Young EagleBotz make debut at World Championship

A group of Valle Lindo Elementary School students traveled across the country over the weekend of April 28-30, to compete in a world championship robotics tournament in Louisville, Kentucky.

The VEX Robotics World Championship IQ Challenge welcomed more than 400 elementary school teams from around the world, with students competing in robotic skills and teamwork challenges.

The team from Valle Lindo, a group of four sixth-graders named the EagleBotz, earned an invitation to the event after competing and advancing from both local and state tournaments.

“I think we’re still in disbelief that this occurred,” said third-grade teacher Catherine Luzak, a few days before the event. Luzak oversees the program and came up with the idea to bring robotics to the school.

The program is just over a year old, so the fact that one of the school’s three teams made it to a world championship event came as a surprise to the teacher.

“We don’t even know what we’re getting into,” Luzak said. “We only went to three tournaments and then to the states and now to the world.”

The team did enough at the state championships to earn an invite to Louisville, and went into the event ranked No. 213 in the world and No. 150 in the United States.

“This is a team that the first tournament we went to, all of us were like, “Uh, what do we do?” Luzak said. “We kind of knew, but we didn’t realize a lot of stuff.”
Robotics at the elementary school level involves piecing together a plastic robot that comes from a kit, programming it and learning how to maneuver it to do tasks.

The process encourages teamwork, creativity and ingenuity, and the students are required to keep an engineer’s notebook on hand to record the robot’s successes and failures.

“This is something that they needed,” Luzak said. “Not all kids would like this or want to do this, and these kids just took it and just ran with it.”

In addition to how well the robots perform a series of challenges, teams are also graded on their attitudes.

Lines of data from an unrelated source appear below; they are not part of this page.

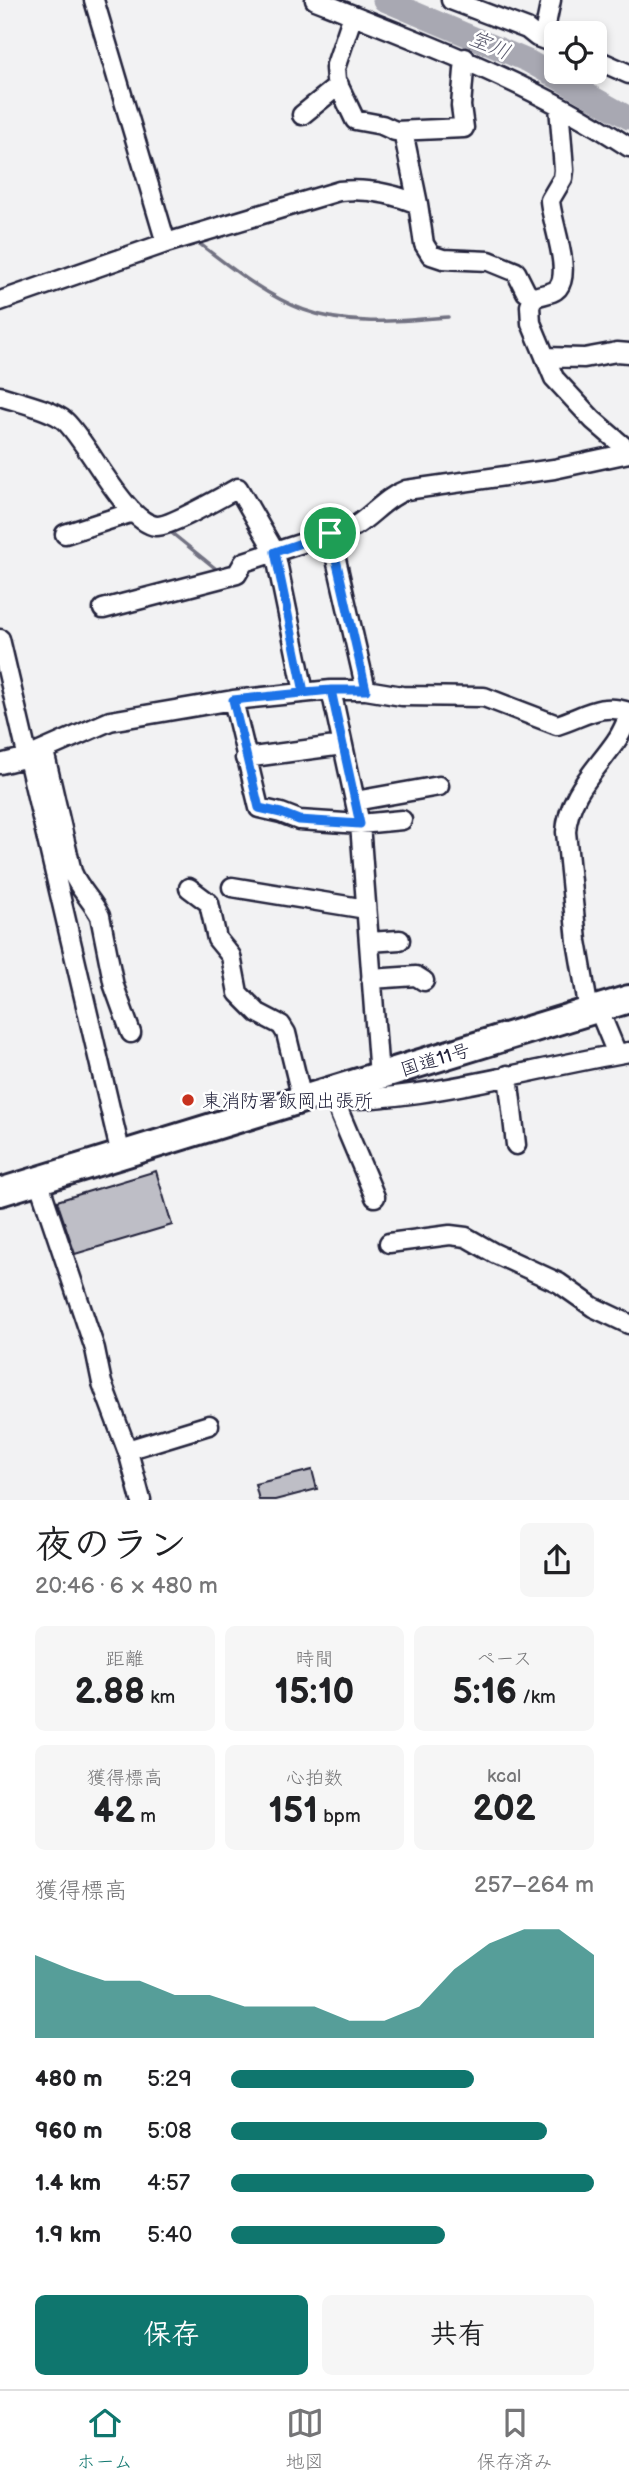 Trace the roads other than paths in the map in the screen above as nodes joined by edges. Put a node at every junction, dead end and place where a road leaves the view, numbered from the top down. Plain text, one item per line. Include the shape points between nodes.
1 (94, 0) edge
2 (315, 0) edge
3 (451, 0) edge
4 (551, 0) edge
5 (353, 15) junction
6 (550, 21) edge
7 (544, 38) edge
8 (465, 58) junction
9 (607, 64) edge
10 (629, 74) edge
11 (339, 85) junction
12 (559, 106) junction
13 (302, 115) dead end
14 (403, 131) junction
15 (629, 147) edge
16 (418, 204) junction
17 (166, 243) junction
18 (533, 298) junction
19 (0, 302) edge
20 (629, 353) edge
21 (545, 357) junction
22 (0, 396) edge
23 (629, 452) edge
24 (133, 512) junction
25 (330, 533) junction
26 (65, 534) dead end
27 (275, 552) junction
28 (103, 609) dead end
29 (0, 639) edge
30 (331, 690) junction
31 (366, 690) junction
32 (304, 692) junction
33 (233, 700) junction
34 (629, 714) edge
35 (343, 745) junction
36 (36, 754) junction
37 (245, 758) junction
38 (0, 764) edge
39 (439, 786) dead end
40 (355, 801) junction
41 (402, 820) dead end
42 (360, 824) junction
43 (232, 887) dead end
44 (189, 888) dead end
45 (366, 909) junction
46 (400, 940) dead end
47 (369, 942) junction
48 (371, 978) junction
49 (424, 981) dead end
50 (629, 999) edge
51 (593, 1010) junction
52 (131, 1033) dead end
53 (623, 1053) edge
54 (508, 1075) junction
55 (379, 1076) junction
56 (302, 1099) junction
57 (338, 1101) junction
58 (516, 1144) dead end
59 (121, 1154) junction
60 (38, 1180) junction
61 (0, 1192) edge
62 (375, 1197) dead end
63 (388, 1242) dead end
64 (629, 1324) edge
65 (209, 1425) dead end
66 (127, 1450) junction
67 (141, 1500) edge

1 - 17 street
2 - 5 street
3 - 7 street
4 - 6 street
5 - 8 street
5 - 11 street via 335,68
8 - 12 street
8 - 14 street via 464,128
9 - 10 street
11 - 13 street
11 - 14 street via 355,120
12 - 15 street
12 - 18 street via 564,170 550,200 562,281 552,292
14 - 16 street
16 - 17 street via 382,193 340,191
16 - 18 street via 424,244 431,255 489,261 516,272
17 - 19 street
18 - 21 street via 531,323
20 - 21 street
21 - 23 street via 558,384
22 - 24 street via 61,418
23 - 25 street via 554,469 406,490 355,526
24 - 26 street
24 - 27 street via 157,526 238,488
25 - 27 street
25 - 31 street
27 - 28 street via 243,562 237,573
27 - 32 street
29 - 36 street
30 - 31 street
30 - 32 street
30 - 35 street
31 - 34 street via 402,696 484,697 557,725 600,708
32 - 33 street
33 - 36 street via 110,721
33 - 37 street
34 - 51 street via 618,738 577,794 566,820 577,941
35 - 37 street
35 - 40 street
36 - 38 street
36 - 52 street via 72,872 100,916 114,986
36 - 59 street
37 - 42 street via 259,808 299,820
39 - 40 street
40 - 42 street
41 - 42 street
42 - 45 street
43 - 45 street
44 - 56 street via 209,903 217,939 232,956 238,993 286,1033
45 - 47 street
46 - 47 street
47 - 48 street
48 - 49 street via 416,976
48 - 55 street
50 - 51 highway, 国道11号
51 - 53 street
51 - 55 highway, 国道11号
53 - 54 street
54 - 57 street via 441,1090
54 - 58 street
55 - 56 highway, 国道11号
56 - 57 street
56 - 59 highway, 国道11号
57 - 62 street
59 - 60 highway, 国道11号
60 - 61 highway, 国道11号
60 - 66 street
63 - 64 street via 466,1237
65 - 66 street
66 - 67 street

“The judges walk around and they notice who’s naughty and who’s nice and who’s shaking hands after tournaments,” Luzak said.

The program does not come without cost, but the school received two donated robotics kits from other local schools, and applied for grants in order to get a third.

The tournaments themselves can also be costly, with registration fees going from $100 at the local level to $975 at the VEX world championship tournament.

In order to help cover the costs the school has done fundraising, received help from the student council and even gotten some unexpected contributions from students themselves.

“I had a first grader come in today and give me a Ziploc bag with $2.63 and said, this is for the robotics team,” Valle Lindo Principal Erik Latoni said.

The school estimated that the total cost of taking the team to Louisville would total around $10,000 and a GoFundMe page that was set up raised a little over $2,600.
Still, Latoni said whether or not to attend the event was never in question.

“We couldn’t say no,” he said. “We have to basically say, ‘Well, we’ll use up all of the energies that we have and what funds we can leverage and we’ll try to get them sent to the championships and not on their own dollar’.”

The program has had affects beyond just exercising young brains, according to Latoni, who relayed a story about a student who came out of his shell for the first time to talk about his experience.

“It almost brought tears to our eyes,” Latoni said. “At one of our family night presentations he stood up and told a room full of adults what robotics was about. I mean he actually spoke and this child had never spoken in front of a group of people before.”
The EagleBotz competed in robot skills challenges at the championship event, both together and in collaboration with other teams, and while they did not take first place, it helped teach a lesson that no dream is to big.

“You’re having fun in an afterschool program locally, but you know, you have world championships in your eyes,” Latoni said. “It’s possible. You can be in Valle Lindo and you can stand in front of the office and look out towards Louisville, Kentucky and say we can get there.”